The core may be present in an amount of about 30 wt % to about 99 wt %, about 40 wt % to about 95 wt %, or, for example, about 50 wt % to about 90 wt %, relative to 100 wt % of the organic nanoparticles. Within these ranges, the adhesive film can have good or suitable foldability over a wide temperature range. The shell may be present in an amount of about 1 wt % to about 70 wt %, about 5 wt % to about 60 wt %, for example, about 10 wt % to about 50 wt %, relative to 100 wt % of the organic nanoparticles. Within these ranges, the adhesive film can have good or suitable foldability over a wide temperature range.

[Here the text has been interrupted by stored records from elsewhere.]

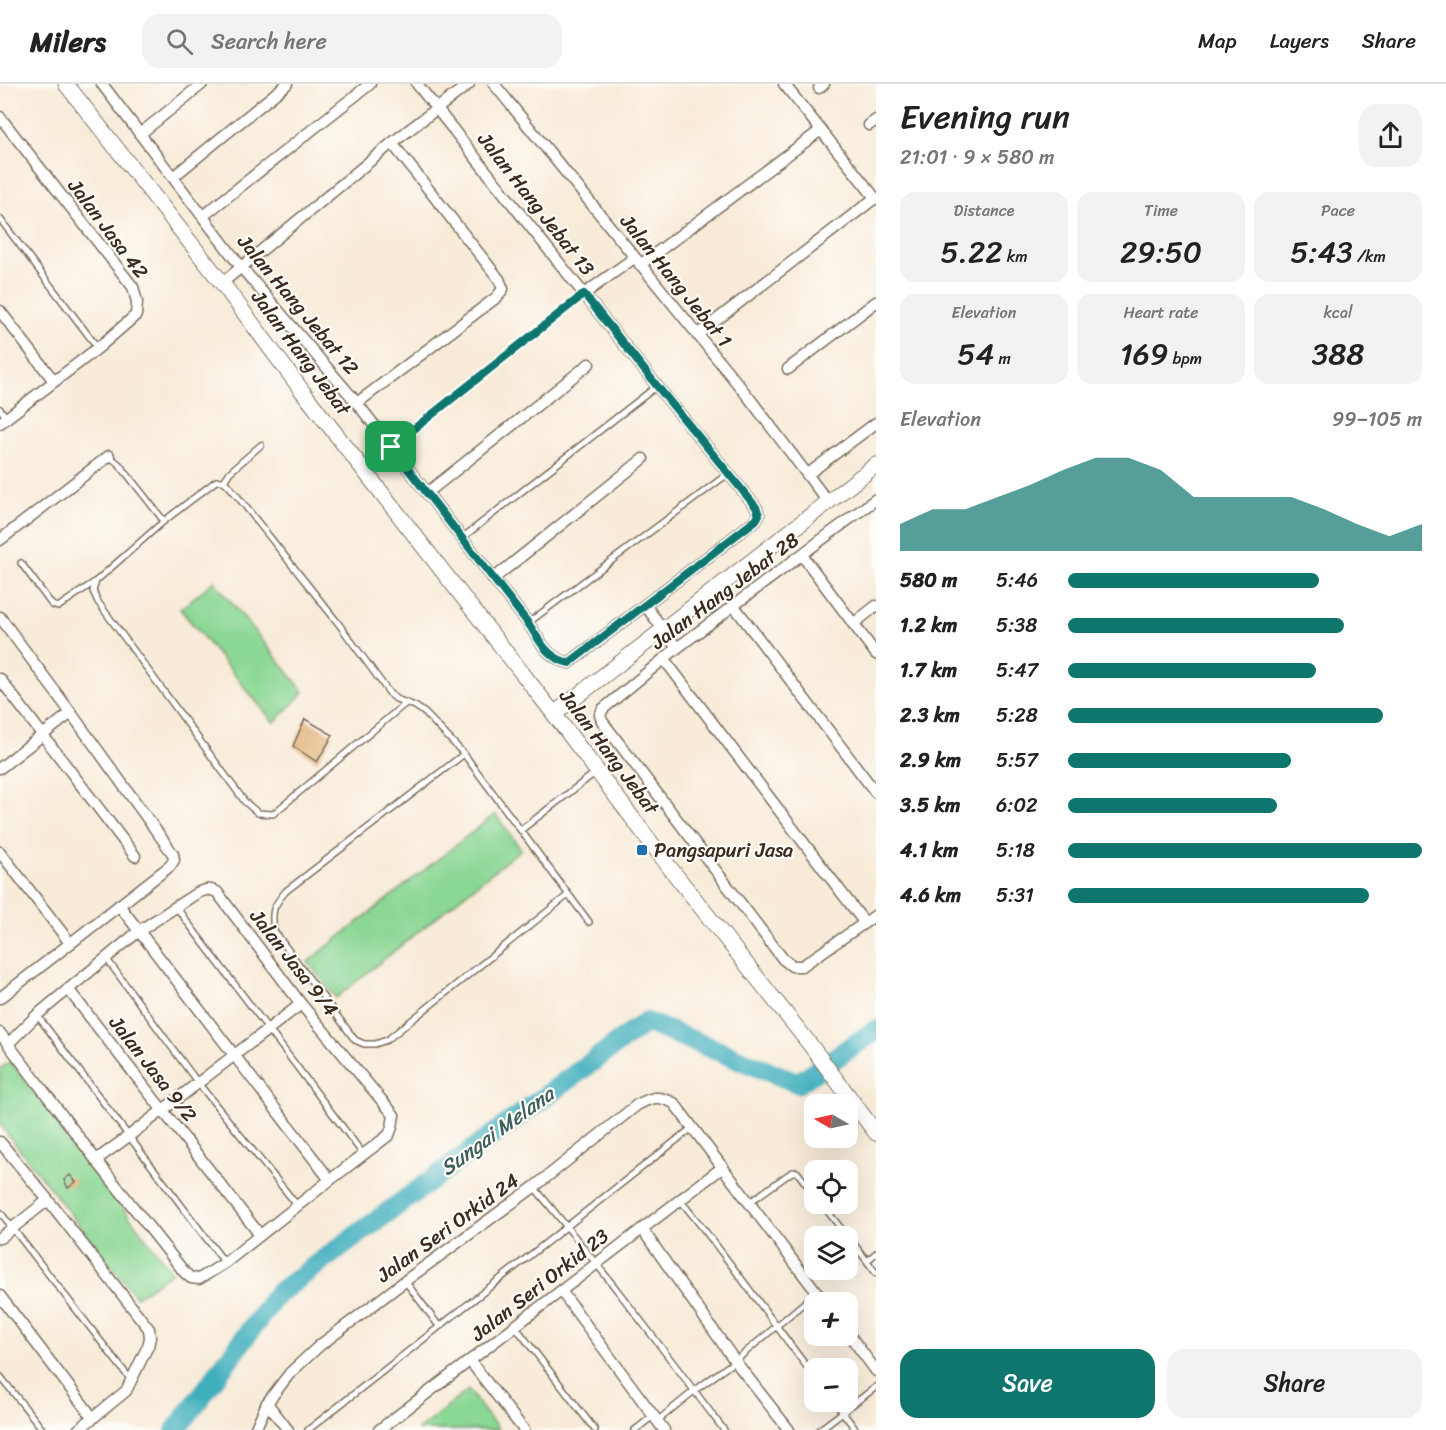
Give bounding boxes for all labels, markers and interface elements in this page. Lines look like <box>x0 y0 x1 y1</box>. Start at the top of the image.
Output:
search box <box>142 14 562 68</box>
text: Milers <box>30 17 106 66</box>
text: Search here <box>211 22 327 61</box>
text: Map <box>1198 22 1237 60</box>
text: Layers <box>1270 22 1329 60</box>
text: Share <box>1362 22 1416 60</box>
icon: search <box>163 25 196 58</box>
text: Evening run <box>900 88 1070 146</box>
button: share <box>1359 104 1422 167</box>
street label: Jalan Hang Jebat 13 <box>468 124 604 284</box>
text: 21:01 · 9 × 580 m <box>900 140 1054 175</box>
street label: Jalan Jasa 42 <box>58 171 158 287</box>
text: Distance <box>954 196 1014 225</box>
text: Time <box>1144 196 1178 225</box>
text: Pace <box>1321 196 1355 225</box>
street label: Jalan Hang Jebat 1 <box>610 206 741 356</box>
text: 5.22 <box>941 225 1003 279</box>
text: 29:50 <box>1120 225 1202 279</box>
text: 5:43 <box>1290 225 1353 279</box>
street label: Jalan Hang Jebat 12 <box>232 230 364 380</box>
text: km <box>1003 242 1027 271</box>
text: /km <box>1353 242 1386 271</box>
street label: Jalan Hang Jebat <box>246 286 356 420</box>
text: Elevation <box>952 298 1016 327</box>
text: Heart rate <box>1123 298 1199 327</box>
text: kcal <box>1323 298 1353 327</box>
text: 54 <box>957 327 994 381</box>
text: 169 <box>1120 327 1168 381</box>
text: 388 <box>1312 327 1364 381</box>
text: m <box>994 344 1011 373</box>
text: bpm <box>1168 344 1202 373</box>
text: Elevation <box>900 402 981 437</box>
text: 99–105 m <box>1332 402 1422 437</box>
pin <box>365 421 416 472</box>
icon: arrive <box>374 430 407 463</box>
street label: Jalan Hang Jebat 28 <box>642 523 807 659</box>
text: 580 m <box>900 563 957 598</box>
text: 5:46 <box>996 563 1038 598</box>
text: 1.2 km <box>900 608 957 643</box>
text: 5:38 <box>996 608 1037 643</box>
text: 1.7 km <box>900 653 957 688</box>
text: 5:47 <box>996 653 1038 688</box>
street label: Jalan Hang Jebat <box>549 681 669 823</box>
text: 2.3 km <box>900 698 960 733</box>
text: 5:28 <box>996 698 1038 733</box>
text: 2.9 km <box>900 743 961 778</box>
text: 5:57 <box>996 743 1038 778</box>
text: 3.5 km <box>900 788 960 823</box>
text: 6:02 <box>996 788 1038 823</box>
place label: Pangsapuri Jasa <box>654 833 793 868</box>
text: 4.1 km <box>900 833 958 868</box>
text: 5:18 <box>996 833 1035 868</box>
marker: Pangsapuri Jasa <box>635 843 649 857</box>
text: 4.6 km <box>900 878 961 913</box>
text: 5:31 <box>996 878 1034 913</box>
street label: Jalan Jasa 9/4 <box>240 901 347 1024</box>
street label: Jalan Jasa 9/2 <box>99 1007 206 1130</box>
water label: Sungai Melana <box>431 1075 565 1186</box>
north arrow <box>804 1094 858 1148</box>
map controls <box>804 1094 858 1412</box>
button: locate <box>804 1160 858 1214</box>
street label: Jalan Seri Orkid 24 <box>368 1164 527 1293</box>
street label: Jalan Seri Orkid 23 <box>462 1220 617 1351</box>
button: layers <box>804 1226 858 1280</box>
button: + <box>804 1292 858 1346</box>
button: Save <box>900 1349 1155 1418</box>
button: Share <box>1167 1349 1422 1418</box>
button: − <box>804 1358 858 1412</box>

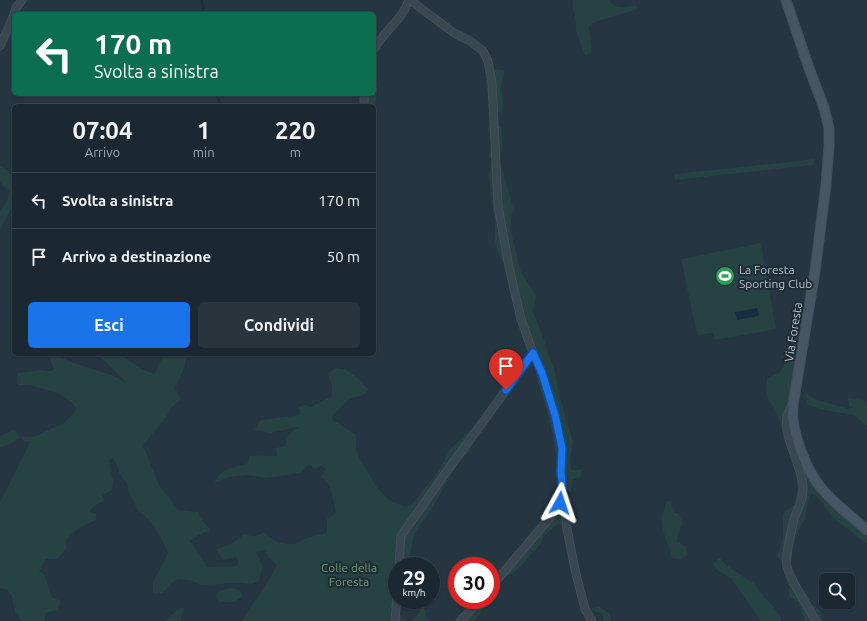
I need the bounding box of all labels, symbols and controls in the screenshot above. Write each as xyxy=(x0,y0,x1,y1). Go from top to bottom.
icon: left xyxy=(28,28,80,80)
text: 170 m xyxy=(94,28,172,59)
text: Svolta a sinistra xyxy=(94,61,219,81)
text: 07:04 xyxy=(72,117,132,144)
text: 1 xyxy=(197,117,210,144)
text: 220 xyxy=(275,117,316,144)
text: Arrivo xyxy=(85,145,120,159)
text: min xyxy=(193,145,215,159)
text: m xyxy=(290,145,301,159)
icon: left xyxy=(28,190,50,212)
text: Svolta a sinistra xyxy=(62,192,173,209)
text: 170 m xyxy=(318,192,360,209)
icon: arrive xyxy=(28,246,50,268)
text: Arrivo a destinazione xyxy=(62,248,211,265)
text: 50 m xyxy=(327,248,360,265)
place label: La Foresta Sporting Club xyxy=(739,263,812,290)
sports icon: La Foresta Sporting Club xyxy=(714,265,736,287)
street label: Via Foresta xyxy=(782,301,804,363)
button: Esci xyxy=(28,302,190,348)
button: Condividi xyxy=(198,302,360,348)
pin xyxy=(489,349,523,390)
icon: arrive xyxy=(495,355,517,377)
position arrow xyxy=(539,482,581,524)
speed limit sign: 30 xyxy=(448,557,500,609)
park label: Colle della Foresta xyxy=(321,561,377,588)
text: 29 xyxy=(403,566,425,589)
map controls xyxy=(819,573,855,609)
button: search xyxy=(819,573,855,609)
text: km/h xyxy=(402,587,426,598)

The organic nanoparticles may be present in an amount of about 10 parts by weight or less, for example, about 0.1 parts by weight to about 9 parts by weight, relative to 100 parts by weight of the (meth)acrylic copolymer in the adhesive film composition or relative to 100 parts by weight of the cured product of the (meth)acrylic copolymer, in terms of solid content (e.g., amount). Within these ranges, the adhesive film can have improved impact resistance without an increase and/or with a reduced increase in haze due to an excess of the organic nanoparticles.
The organic nanoparticles may be present in an amount of about 0.1 wt % to about 20 wt %, about 0.5 wt % to about 10 wt %, or about 0.5 wt % to about 8 wt %, relative to 100 wt % of the adhesive film. Within these ranges, the adhesive film can have improved impact resistance without an increase and/or with a reduced increase in haze due to an excess of the organic nanoparticles.
The organic nanoparticles may be fabricated by any typical method generally available, generally utilized and/or suitable in the art, such as emulsion polymerization, suspension polymerization, and/or solution polymerization.
Next, an optical display apparatus according to one or more embodiments of the present disclosure will be described.
The optical display apparatus includes the adhesive film according to one or more embodiments of the present disclosure. In one or more embodiments, the optical display apparatus includes an LED panel and an adhesive film attached to a light exit surface of the LED panel, wherein the adhesive film may be a post-cured product of the adhesive film according to one or more embodiments of the present disclosure. The post-cured product of the adhesive film has a light transmittance in the above ranges, as measured at a wavelength of about 380 or about 405 nm, a storage modulus in the above ranges, as measured at a temperature of about 25° C. to about 60° C., and a peel strength in above ranges, as measured at with respect to a glass plate. Thus, the post-cured product of the adhesive film can replace a polarizing plate, thereby allowing the optical display apparatus to be free from (e.g., not include) the polarizing plate.
Next, embodiments of the present disclosure will be described in more detail with reference to some examples. However, it should be noted that these examples are provided for illustration only and are not to be construed in any way as limiting the present disclosure.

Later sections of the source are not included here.